Monday, December 09, 2013

Along the main strip of Burwood Road you're likely to find a number of Chinese eateries and shops. A LOT of Chinese shops, in fact - particularly on the southern end of the station (not the Westfield end). It's not hard to find your ubiquitous Asian convenience/grocery store, butchery, restaurant or BBQ meats shop on Burwood Road, which is what draws a large number of the Chinese community to its streets every day. We often visit for a lunch of cheap BBQ Pork and Soy Sauce Chicken with rice at one of the BBQ meat eateries, or to buy some Asian bread from one of the many bakeries along the street.

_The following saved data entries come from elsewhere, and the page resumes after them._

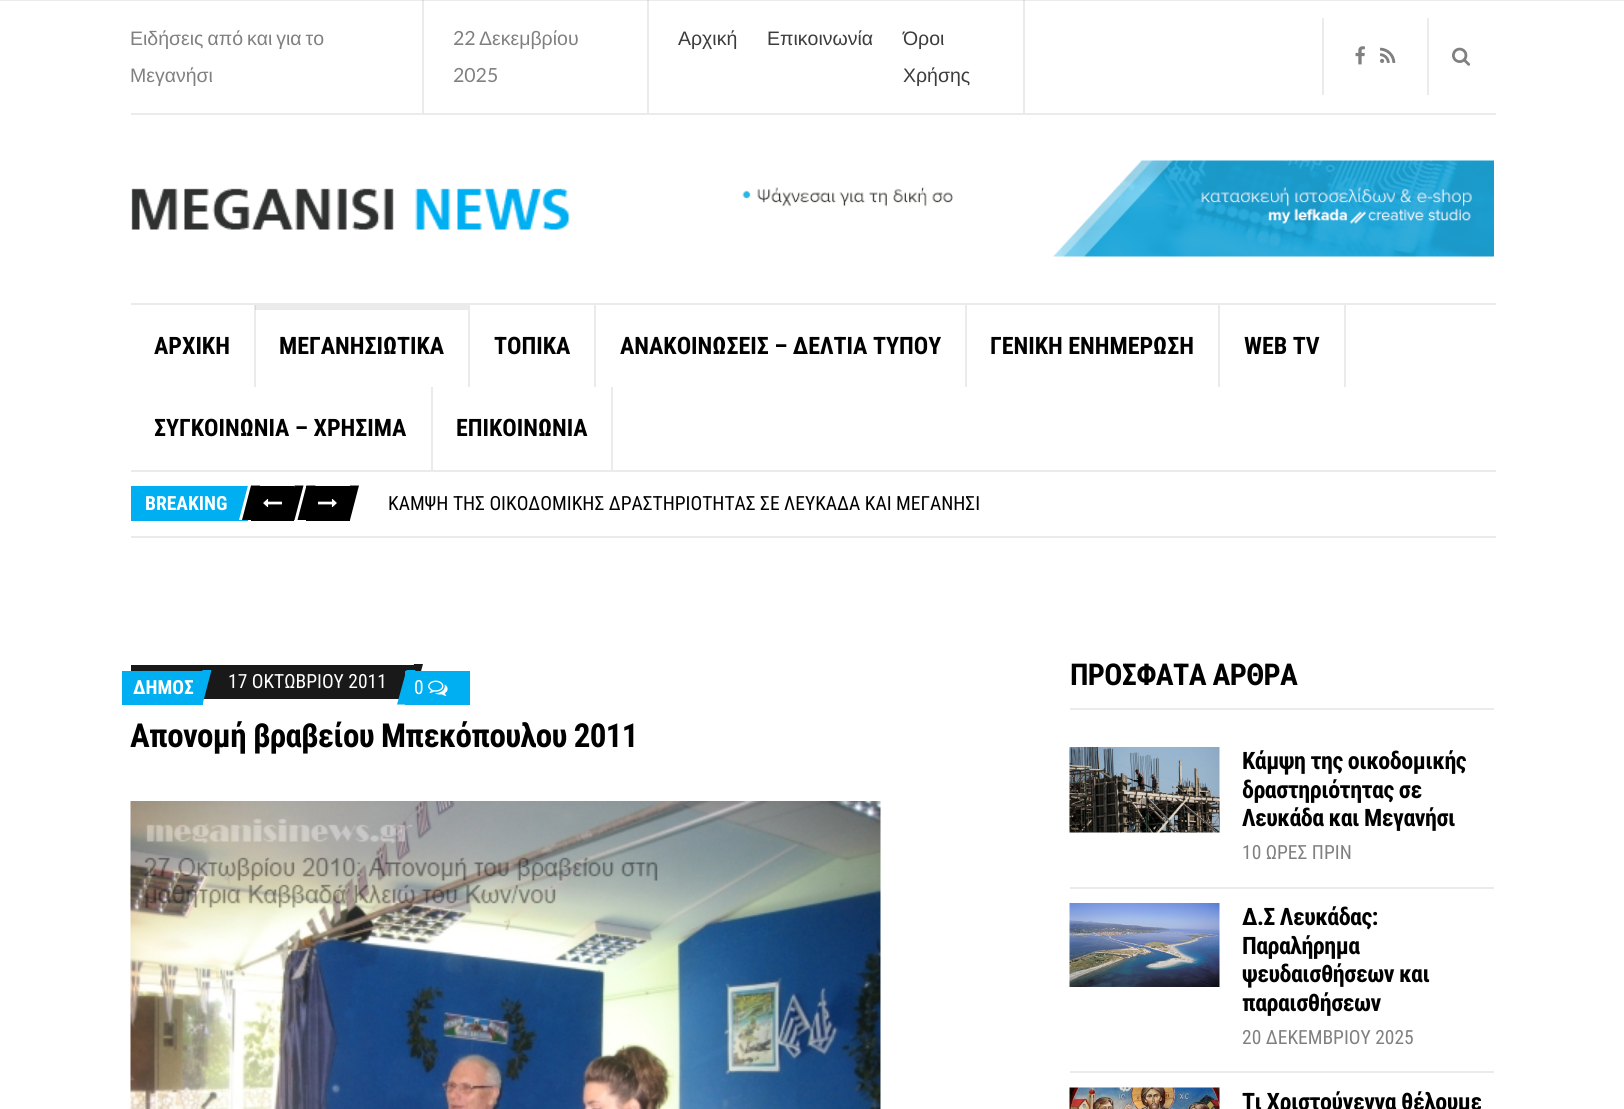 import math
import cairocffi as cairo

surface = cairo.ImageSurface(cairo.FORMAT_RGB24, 1624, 1109)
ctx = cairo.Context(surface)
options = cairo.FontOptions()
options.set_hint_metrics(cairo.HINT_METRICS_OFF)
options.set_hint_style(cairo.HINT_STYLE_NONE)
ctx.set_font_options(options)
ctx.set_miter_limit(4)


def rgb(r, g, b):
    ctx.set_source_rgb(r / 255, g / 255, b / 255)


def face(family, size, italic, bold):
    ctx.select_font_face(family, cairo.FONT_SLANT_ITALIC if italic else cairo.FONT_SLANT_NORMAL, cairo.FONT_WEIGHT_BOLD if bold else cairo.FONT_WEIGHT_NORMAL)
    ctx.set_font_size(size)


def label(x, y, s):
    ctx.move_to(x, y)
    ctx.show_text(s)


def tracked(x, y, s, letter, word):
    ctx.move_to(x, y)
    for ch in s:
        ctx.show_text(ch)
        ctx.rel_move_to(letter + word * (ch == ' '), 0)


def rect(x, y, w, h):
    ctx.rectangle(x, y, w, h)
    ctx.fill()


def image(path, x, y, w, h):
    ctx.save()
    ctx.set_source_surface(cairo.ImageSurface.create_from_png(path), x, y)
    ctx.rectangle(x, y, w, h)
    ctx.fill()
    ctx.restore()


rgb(255, 255, 255)
ctx.paint()
rgb(235, 235, 235)
rect(255, 305, 213, 5)
rect(131, 113, 1365, 2)
rect(1427, 18, 2, 77)
rect(422, 0, 2, 113)
rect(647, 0, 2, 113)
rect(1023, 0, 2, 113)
ctx.set_source_rgba(0, 0, 0, 0.08)
rect(0, 0, 1624, 1)
image('image0.png', 1452, 47, 19, 19)
rgb(235, 235, 235)
rect(1322, 18, 2, 77)
image('image1.png', 1355, 46, 10, 19)
image('image2.png', 1380, 47, 16, 16)
face('Liberation Sans', 19.5, 0, 0)
rgb(128, 128, 128)
tracked(130, 45, 'Ειδήσεις από και για το', 0, -1.5)
label(130, 82, 'Μεγανήσι')
face('Lato', 19.5, 0, 0)
label(453, 45, '22')
face('Liberation Sans', 19.5, 0, 0)
label(479, 45, 'Δεκεμβρίου')
face('Lato', 19.5, 0, 0)
label(453, 82, '2025')
face('Liberation Sans', 19.5, 0, 0)
rgb(60, 60, 60)
label(678, 45, 'Αρχική')
label(767, 45, 'Επικοινωνία')
label(903, 45, 'Όροι')
label(903, 82, 'Χρήσης')
image('image3.png', 131, 188, 439, 42)
image('image4.png', 742, 160, 752, 97)
rgb(235, 235, 235)
rect(131, 303, 1365, 2)
rect(131, 470, 1365, 2)
rect(254, 305, 2, 82)
rgb(216, 216, 216)
rect(255, 305, 1, 5)
face('Roboto Condensed', 24, 0, 1)
rgb(0, 0, 0)
label(154, 354, 'ΑΡΧΙΚΗ')
rgb(235, 235, 235)
rect(468, 305, 2, 82)
rgb(0, 0, 0)
label(279, 354, 'ΜΕΓΑΝΗΣΙΩΤΙΚΑ')
rgb(235, 235, 235)
rect(594, 305, 2, 82)
rgb(0, 0, 0)
label(494, 354, 'ΤΟΠΙΚΑ')
rgb(235, 235, 235)
rect(965, 305, 2, 82)
rgb(0, 0, 0)
label(620, 354, 'ΑΝΑΚΟΙΝΩΣΕΙΣ – ΔΕΛΤΙΑ ΤΥΠΟΥ')
rgb(235, 235, 235)
rect(1218, 305, 2, 82)
rgb(0, 0, 0)
label(990, 354, 'ΓΕΝΙΚΗ ΕΝΗΜΕΡΩΣΗ')
rgb(235, 235, 235)
rect(1344, 305, 2, 82)
rgb(0, 0, 0)
label(1244, 354, 'WEB TV')
rgb(235, 235, 235)
rect(431, 387, 2, 83)
rgb(0, 0, 0)
label(154, 436, 'ΣΥΓΚΟΙΝΩΝΙΑ – ΧΡΗΣΙΜΑ')
rgb(235, 235, 235)
rect(611, 387, 2, 83)
rgb(0, 0, 0)
label(456, 436, 'ΕΠΙΚΟΙΝΩΝΙΑ')
rgb(235, 235, 235)
rect(131, 536, 1365, 2)
rgb(0, 175, 242)
rect(131, 486, 117, 35)
face('Roboto Condensed', 19.5, 0, 1)
rgb(255, 255, 255)
label(145, 510, 'BREAKING')
ctx.new_path()
ctx.move_to(248, 485.5)
ctx.line_to(257, 485.5)
ctx.line_to(248, 520)
ctx.line_to(239, 520)
ctx.close_path()
ctx.fill()
rgb(0, 0, 0)
rect(251, 486, 43, 35)
image('image5.png', 263, 498, 19, 10)
ctx.new_path()
ctx.move_to(251, 485.5)
ctx.line_to(260, 485.5)
ctx.line_to(251, 520)
ctx.line_to(242, 520)
ctx.close_path()
ctx.move_to(294.5, 485.5)
ctx.line_to(303.5, 485.5)
ctx.line_to(294.5, 520)
ctx.line_to(285.5, 520)
ctx.close_path()
ctx.fill()
rect(306, 486, 44, 35)
image('image6.png', 318, 498, 19, 10)
ctx.new_path()
ctx.move_to(306.5, 485.5)
ctx.line_to(315.5, 485.5)
ctx.line_to(306.5, 520)
ctx.line_to(297.5, 520)
ctx.close_path()
ctx.move_to(350, 485.5)
ctx.line_to(359, 485.5)
ctx.line_to(350, 520)
ctx.line_to(341, 520)
ctx.close_path()
ctx.fill()
face('Roboto Condensed', 19.5, 0, 0)
label(388, 510, 'ΚΑΜΨΗ ΤΗΣ ΟΙΚΟΔΟΜΙΚΗΣ ΔΡΑΣΤΗΡΙΟΤΗΤΑΣ ΣΕ ΛΕΥΚΑΔΑ ΚΑΙ ΜΕΓΑΝΗΣΙ')
rgb(25, 25, 25)
rect(131, 665, 283, 34)
rgb(0, 175, 242)
rect(122, 671, 81, 34)
face('Roboto Condensed', 19.5, 0, 1)
rgb(255, 255, 255)
label(133, 694, 'ΔΗΜΟΣ')
rgb(0, 175, 242)
ctx.new_path()
ctx.move_to(202.5, 670)
ctx.line_to(211.5, 670)
ctx.line_to(202.5, 704.5)
ctx.line_to(193.5, 704.5)
ctx.close_path()
ctx.fill()
face('Roboto Condensed', 19.5, 0, 0)
rgb(255, 255, 255)
label(228, 688, '17 ΟΚΤΩΒΡΙΟΥ 2011')
rgb(25, 25, 25)
ctx.new_path()
ctx.move_to(414, 664)
ctx.line_to(423, 664)
ctx.line_to(413.5, 698.5)
ctx.line_to(404.5, 698.5)
ctx.close_path()
ctx.fill()
rgb(0, 175, 242)
rect(405, 671, 65, 34)
rgb(255, 255, 255)
label(414, 694, '0')
rgb(0, 175, 242)
ctx.new_path()
ctx.move_to(406.5, 670)
ctx.line_to(415.5, 670)
ctx.line_to(406, 704.5)
ctx.line_to(397, 704.5)
ctx.close_path()
ctx.fill()
image('image7.png', 428, 680, 20, 16)
face('Roboto Condensed', 33, 0, 1)
rgb(0, 0, 0)
tracked(130, 747, 'Απονομή βραβείου Μπεκόπουλου 2011', -0.65, 0)
image('image8.png', 130, 801, 751, 308)
rgb(235, 235, 235)
rect(1070, 708, 424, 2)
face('Roboto Condensed', 30, 0, 1)
rgb(0, 0, 0)
tracked(1070, 685, 'ΠΡΟΣΦΑΤΑ ΑΡΘΡΑ', -0.6, 0)
rgb(235, 235, 235)
rect(1070, 887, 424, 2)
image('image9.png', 1069, 747, 151, 86)
face('Roboto Condensed', 24, 0, 1)
rgb(0, 0, 0)
tracked(1242, 769, 'Κάμψη της οικοδομικής', -0.5, 0)
tracked(1242, 798, 'δραστηριότητας σε', -0.5, 0)
tracked(1242, 826, 'Λευκάδα και Μεγανήσι', -0.5, 0)
face('Roboto Condensed', 19.5, 0, 0)
rgb(128, 128, 128)
label(1242, 859, '10 ΩΡΕΣ ΠΡΙΝ')
rgb(235, 235, 235)
rect(1070, 1071, 424, 2)
image('image10.png', 1069, 903, 151, 84)
face('Roboto Condensed', 24, 0, 1)
rgb(0, 0, 0)
tracked(1242, 925, 'Δ.Σ Λευκάδας:', -0.5, 0)
tracked(1242, 954, 'Παραλήρημα', -0.5, 0)
tracked(1242, 982, 'ψευδαισθήσεων και', -0.5, 0)
tracked(1242, 1011, 'παραισθήσεων', -0.5, 0)
face('Roboto Condensed', 19.5, 0, 0)
rgb(128, 128, 128)
label(1242, 1044, '20 ΔΕΚΕΜΒΡΙΟΥ 2025')
image('image11.png', 1069, 1087, 151, 22)
face('Roboto Condensed', 24, 0, 1)
rgb(0, 0, 0)
tracked(1242, 1110, 'Τι Χριστούγεννα θέλουμε', -0.5, 0)
surface.write_to_png('render.png')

But what if you felt like something other than Chinese? True, there are lots of good, cheap Chinese eateries scattered along Burwood Road, but a newcomer to the Burwood eating strip is Mint, a Vietnamese joint made modern by its funky, contemporary and slightly less cheap décor. It would be quite easy to miss this small, unpretentious restaurant nestled in among the  plethora of Chinese eateries just up from the ANZ Bank, but upon hearing of it from a foodie friend of mine I was determined to give it a try one lazy Saturday lunchtime. This end of Burwood Road is much quieter than the section of it in and around Burwood Westfield - far more peaceful and much easier to get a parking spot.

Being a relatively new eatery, when we came in for lunch it was quite busy, filled with locals who'd come in for their Pho/Vietnamese fix. We were seated at the banquette seating, right next to a large window that showcased some chefs hard at work peeling onions (*cry*). The staff are young and friendly, and the menu expands the length of traditional Vietnamese fare: Pho, Noodle Soups, Vermicelli Salads, Rice Dishes, DIY rice paper rolls, congee, smaller snacks and larger, pricier mains that are ideal for sharing at lunch or dinner. The drinks menu is quite large too, featuring a number of refreshing Vietnamese drinks such as condensed milk coffee, tea slushies, coconut juice and jelly drinks.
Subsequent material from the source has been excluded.